W Annopolu Ławryszyna czeka jednak bardzo trudne zadanie. Beniaminek lubelskiej klasy okręgowej na pewno chciałby zapomnieć o wydarzeniach z jesieni. Wisła grała bardzo słabo i uzbierała ledwie 13 pkt, co daje jej dopiero 14 miejsce. Szczególnie źle wyglądała w defensywie, bo w 15 meczach straciła aż 57 bramek. Gorsza w tym elemencie była tylko jej imienniczka z Puław. Nic więc dziwnego, że w Annopolu ratowano sytuację wymianą kolejnych trenerów. Sezon rozpoczął Kamil Miazga, ale on we wrześniu rozstał się z klubem. Jego miejsce zajął Piotr Piechniak. Były reprezentant Polski, który lwią część swojej piłkarskiej kariery spędził w Dyskobolii Grodzisk Wielkopolski, nie odmienił stylu gry Wisły. W zimie natomiast z powodów osobistych postanowił rozstać się z klubem z Annopola.
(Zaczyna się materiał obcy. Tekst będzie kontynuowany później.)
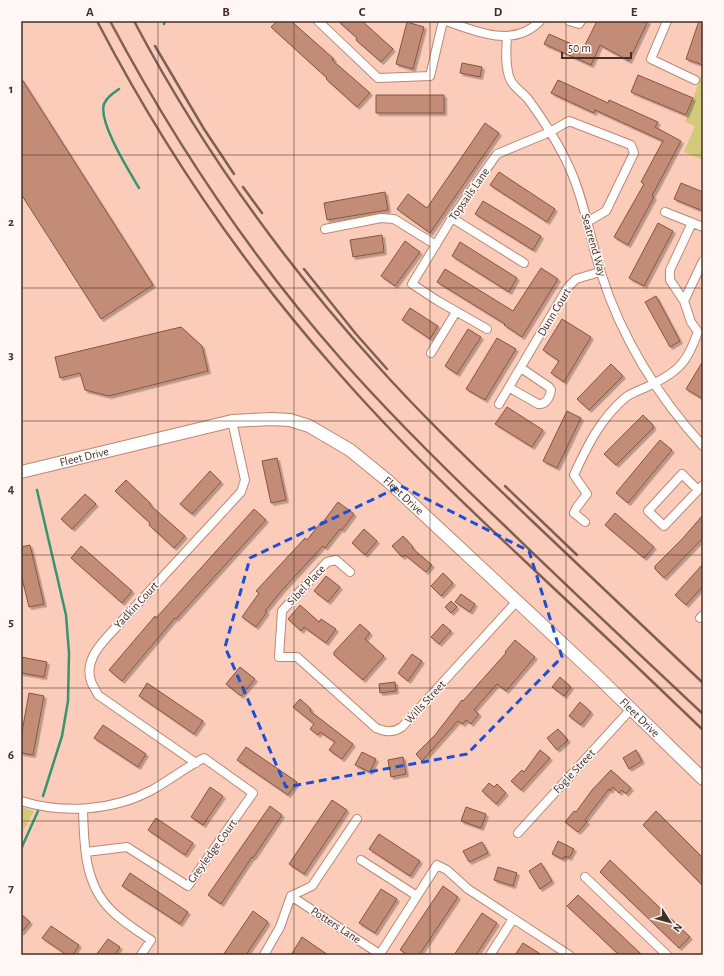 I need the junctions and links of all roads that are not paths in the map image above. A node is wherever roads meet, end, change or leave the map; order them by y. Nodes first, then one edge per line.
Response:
1 (318, 21) edge
2 (444, 21) edge
3 (540, 21) edge
4 (569, 21) edge
5 (581, 21) edge
6 (667, 21) edge
7 (507, 37) junction
8 (695, 80) dead end
9 (550, 132) junction
10 (666, 212) dead end
11 (452, 218) junction
12 (587, 222) junction
13 (692, 223) junction
14 (703, 227) edge
15 (325, 229) dead end
16 (436, 245) junction
17 (703, 261) edge
18 (524, 263) dead end
19 (600, 272) junction
20 (684, 301) junction
21 (456, 312) junction
22 (487, 329) dead end
23 (432, 353) dead end
24 (521, 368) junction
25 (654, 383) junction
26 (510, 388) junction
27 (499, 404) dead end
28 (232, 421) junction
29 (703, 446) edge
30 (21, 472) edge
31 (700, 487) edge
32 (585, 522) dead end
33 (350, 572) dead end
34 (518, 601) junction
35 (279, 657) joint
36 (631, 709) junction
37 (196, 763) junction
38 (703, 779) edge
39 (21, 801) edge
40 (84, 809) junction
41 (357, 819) dead end
42 (518, 833) dead end
43 (86, 852) junction
44 (361, 860) dead end
45 (585, 877) dead end
46 (291, 896) junction
47 (417, 896) junction
48 (513, 919) junction
49 (141, 955) edge
50 (264, 955) edge
51 (381, 955) edge
52 (490, 955) edge
53 (569, 955) edge
54 (667, 955) edge

1 - 2 street
2 - 7 street
3 - 7 street
4 - 5 street
6 - 8 street
7 - 9 street, Seatrend Way
9 - 11 street, Topsails Lane
9 - 12 street, Seatrend Way
9 - 12 street, Topsails Lane
10 - 13 street
11 - 16 street, Topsails Lane
11 - 18 street
12 - 19 street, Seatrend Way
13 - 14 street
13 - 20 street
15 - 16 street
16 - 21 street, Topsails Lane
17 - 20 street
19 - 24 street, Dunn Court
19 - 25 street, Seatrend Way
20 - 25 street
21 - 22 street
21 - 23 street
24 - 26 street, Dunn Court
24 - 26 street
25 - 29 street, Seatrend Way
25 - 32 street
26 - 27 street, Dunn Court
28 - 30 street, Fleet Drive
28 - 34 street, Fleet Drive
28 - 37 street, Yadkin Court
31 - 31 street
33 - 35 street, Sibel Place
34 - 35 street, Wills Street
34 - 36 street, Fleet Drive
36 - 38 street, Fleet Drive
36 - 42 street, Fogle Street
37 - 40 street
37 - 43 street, Greyledge Court
39 - 40 street
40 - 43 street
41 - 46 street
43 - 49 street
44 - 47 street
45 - 54 street
46 - 50 street
46 - 51 street, Potters Lane
47 - 48 street
47 - 51 street
48 - 52 street
48 - 53 street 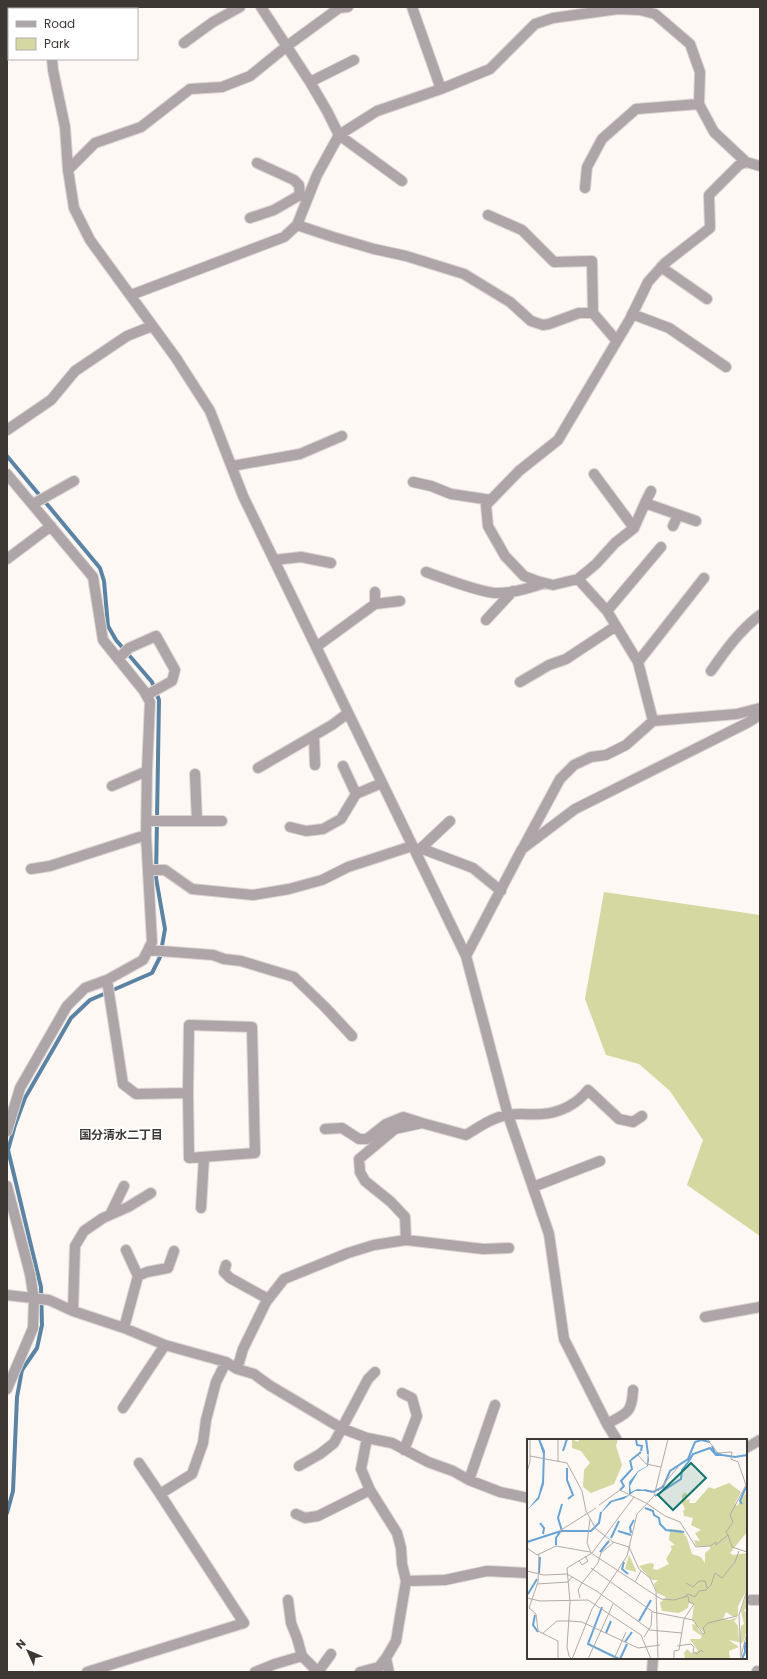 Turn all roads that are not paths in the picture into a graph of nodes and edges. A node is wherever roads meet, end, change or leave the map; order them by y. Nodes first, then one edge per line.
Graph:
1 (240, 7) edge
2 (261, 7) edge
3 (348, 7) edge
4 (412, 7) edge
5 (641, 8) edge
6 (184, 43) dead end
7 (287, 46) junction
8 (52, 60) edge
9 (354, 60) dead end
10 (310, 82) junction
11 (441, 89) junction
12 (699, 104) junction
13 (339, 135) junction
14 (746, 162) junction
15 (257, 163) dead end
16 (760, 166) edge
17 (68, 170) junction
18 (402, 181) dead end
19 (585, 188) dead end
20 (304, 196) junction
21 (488, 216) dead end
22 (250, 218) dead end
23 (297, 225) junction
24 (661, 267) junction
25 (131, 295) junction
26 (707, 299) dead end
27 (593, 313) junction
28 (632, 314) junction
29 (152, 326) junction
30 (616, 340) junction
31 (726, 367) dead end
32 (7, 430) edge
33 (342, 436) dead end
34 (232, 466) junction
35 (7, 474) edge
36 (594, 474) dead end
37 (74, 481) dead end
38 (414, 482) dead end
39 (651, 491) dead end
40 (491, 500) junction
41 (645, 503) junction
42 (34, 504) junction
43 (678, 515) junction
44 (696, 521) dead end
45 (51, 526) junction
46 (673, 526) dead end
47 (634, 528) junction
48 (661, 547) dead end
49 (7, 559) edge
50 (274, 560) junction
51 (331, 563) dead end
52 (426, 572) dead end
53 (704, 578) dead end
54 (578, 579) junction
55 (544, 583) junction
56 (513, 591) junction
57 (375, 592) dead end
58 (400, 600) dead end
59 (375, 604) junction
60 (607, 611) junction
61 (760, 615) edge
62 (486, 620) dead end
63 (616, 626) junction
64 (316, 647) junction
65 (119, 658) junction
66 (638, 662) junction
67 (711, 671) dead end
68 (520, 682) dead end
69 (147, 695) junction
70 (760, 708) edge
71 (348, 713) junction
72 (760, 715) edge
73 (653, 721) junction
74 (314, 736) junction
75 (315, 765) dead end
76 (343, 766) dead end
77 (258, 768) dead end
78 (147, 771) junction
79 (195, 774) dead end
80 (382, 783) junction
81 (112, 786) dead end
82 (356, 794) junction
83 (222, 820) dead end
84 (147, 821) junction
85 (198, 821) junction
86 (450, 821) dead end
87 (290, 827) dead end
88 (146, 835) junction
89 (416, 849) junction
90 (522, 850) junction
91 (31, 869) dead end
92 (148, 870) junction
93 (501, 891) junction
94 (150, 951) junction
95 (466, 956) junction
96 (108, 988) junction
97 (352, 1036) dead end
98 (188, 1093) junction
99 (508, 1115) junction
100 (642, 1116) dead end
101 (422, 1123) junction
102 (325, 1129) dead end
103 (7, 1131) edge
104 (204, 1157) junction
105 (600, 1161) dead end
106 (7, 1186) edge
107 (124, 1186) dead end
108 (533, 1187) junction
109 (151, 1193) dead end
110 (201, 1208) dead end
111 (110, 1214) junction
112 (406, 1240) junction
113 (510, 1248) dead end
114 (126, 1250) dead end
115 (174, 1251) dead end
116 (226, 1265) dead end
117 (138, 1276) junction
118 (7, 1295) edge
119 (268, 1299) junction
120 (34, 1300) junction
121 (760, 1307) edge
122 (73, 1311) junction
123 (705, 1317) dead end
124 (124, 1328) junction
125 (165, 1345) junction
126 (226, 1362) junction
127 (237, 1369) junction
128 (375, 1372) dead end
129 (7, 1389) edge
130 (633, 1390) dead end
131 (402, 1394) dead end
132 (495, 1405) dead end
133 (123, 1408) dead end
134 (607, 1424) junction
135 (341, 1428) junction
136 (367, 1438) junction
137 (616, 1439) edge
138 (760, 1440) edge
139 (747, 1447) edge
140 (404, 1450) junction
141 (139, 1463) dead end
142 (299, 1466) dead end
143 (469, 1480) junction
144 (370, 1490) junction
145 (160, 1494) junction
146 (527, 1498) edge
147 (296, 1514) dead end
148 (527, 1573) edge
149 (406, 1581) junction
150 (288, 1600) dead end
151 (331, 1654) dead end
152 (302, 1656) junction
153 (386, 1658) junction
154 (653, 1659) edge
155 (89, 1672) edge
156 (255, 1672) edge
157 (316, 1672) edge
158 (360, 1672) edge
159 (389, 1672) edge
160 (652, 1672) edge

1 - 6 street
2 - 7 street
3 - 7 street
4 - 11 street
5 - 11 street
5 - 12 street
7 - 10 street
7 - 17 street
8 - 17 street
9 - 10 street
10 - 13 street
11 - 13 street
12 - 14 street
12 - 19 street
13 - 18 street
13 - 20 street
14 - 16 street
14 - 24 street
15 - 20 street
17 - 25 street
20 - 22 street
20 - 23 street
21 - 27 street
23 - 25 street
23 - 27 street
24 - 26 street
24 - 28 street
25 - 29 street
27 - 30 street
28 - 30 street
28 - 31 street
29 - 32 street
29 - 34 street
30 - 40 street
33 - 34 street
34 - 50 street
35 - 42 street
36 - 47 street
37 - 42 street
38 - 40 street
39 - 41 street
40 - 55 street
41 - 43 street
41 - 47 street
42 - 45 street
43 - 44 street
43 - 46 street
45 - 49 street
45 - 65 street
47 - 54 street
48 - 60 street
50 - 51 street
50 - 64 street
52 - 56 street
53 - 66 street
54 - 55 street
54 - 60 street
55 - 56 street
56 - 62 street
57 - 59 street
58 - 59 street
59 - 64 street
60 - 63 street
61 - 67 street
63 - 66 street
63 - 68 street
64 - 71 street
65 - 69 street
65 - 69 street
66 - 73 street
69 - 78 street
70 - 73 street
71 - 74 street
71 - 80 street
72 - 90 street
73 - 90 street
74 - 75 street
74 - 77 street
76 - 82 street
78 - 81 street
78 - 84 street
79 - 85 street
80 - 82 street
80 - 89 street
82 - 87 street
83 - 85 street
84 - 85 street
84 - 88 street
86 - 89 street
88 - 91 street
88 - 92 street
89 - 92 street
89 - 93 street
89 - 95 street
90 - 93 street
92 - 94 street
93 - 95 street
94 - 96 street
94 - 97 street
95 - 99 street
96 - 98 street
96 - 103 street
98 - 104 street
98 - 104 street
99 - 100 street
99 - 101 street
99 - 108 street
101 - 102 street
101 - 112 street
104 - 110 street
105 - 108 street
106 - 120 street
107 - 111 street
108 - 134 street
109 - 111 street
111 - 122 street
112 - 113 street
112 - 119 street
114 - 117 street
115 - 117 street
116 - 119 street
117 - 124 street
118 - 120 street
119 - 127 street
120 - 122 street
120 - 129 street
121 - 123 street
122 - 124 street
124 - 125 street
125 - 126 street
125 - 133 street
126 - 127 street
126 - 145 street
127 - 135 street
128 - 135 street
130 - 134 street
131 - 140 street
132 - 143 street
134 - 137 street
135 - 136 street
135 - 142 street
136 - 140 street
136 - 144 street
138 - 139 street
140 - 143 street
141 - 145 street
143 - 146 street
144 - 147 street
144 - 149 street
145 - 155 street
148 - 149 street
149 - 153 street
150 - 152 street
151 - 157 street
152 - 156 street
152 - 157 street
153 - 158 street
153 - 159 street
154 - 160 street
Podopieczni Ławryszyna w zimowym okresie przygotowawczym rozegrają 5 sparingów. Pierwszy odbędzie się w sobotę, a rywalem będzie IV-ligowa Stal Kraśnik. Później na wiślaków czekają jeszcze Orzeł Urzędów, Sparta Dwikozy, GKS Gościeradów i Wilki Wilków. – Naszym celem jest utrzymanie się w lidze. W Annopolu panuje bardzo dobry klimat dla futbolu i mieszkańcy bardzo chcą dalej oglądać lubelską klasę okręgową. Na początek musimy popracować nad defensywą. Na pewno w tej formacji, podobnie jak w pomocy potrzebujemy wzmocnień – mówi Anatolij Ławryszyn.
Pierwszą grę kontrolną ma za sobą Cisowianka Drzewce. Wicelider lubelskiej klasy okręgowej zremisował 1:1 z IV-ligowym Lewartem Lubartów. Jedynego gola dla ekipy Łukasza Gizy zdobył Krystian Kobus, który w 60 min popisał się celnym uderzeniem głową.
Gorsze nastroje są za to w Piaskach. Miejscowa Piaskovia w inauguracyjnym sparingu została rozgromiona aż 0:16 przez IV-ligową Świdniczankę Świdnik. – Zazwyczaj pierwszy sparing próbuję organizować z mniej wymagającym przeciwnikiem. Kiedy jednak Świdniczanka zgłosiła się z propozycja rozegrania sparingu, to nie mogłem odmówić takiej drużynie. Wiadomo, że każdy patrzy na ten sparing przez pryzmat wyniku, który jest wręcz kosmiczny. Świdniczanka to jednak profesjonalny klub z bardzo dużymi ambicjami. Kiedy w pierwsze połowie mieliśmy jeszcze siły, to nasza gra wyglądała jeszcze przyzwoicie. W drugiej połowie rywale wymienili 10 zawodników, a na boisku pojawili się zawodnicy z przeszłością nawet w I lidze. I wtedy rywale nas zdeklasowali, zwłaszcza, że moi zawodnicy nie mieli już siły, aby zdążyć za przeciwnikiem – powiedział klubowym mediom społecznościowym Daniel Krakiewicz, opiekun Piaskovii.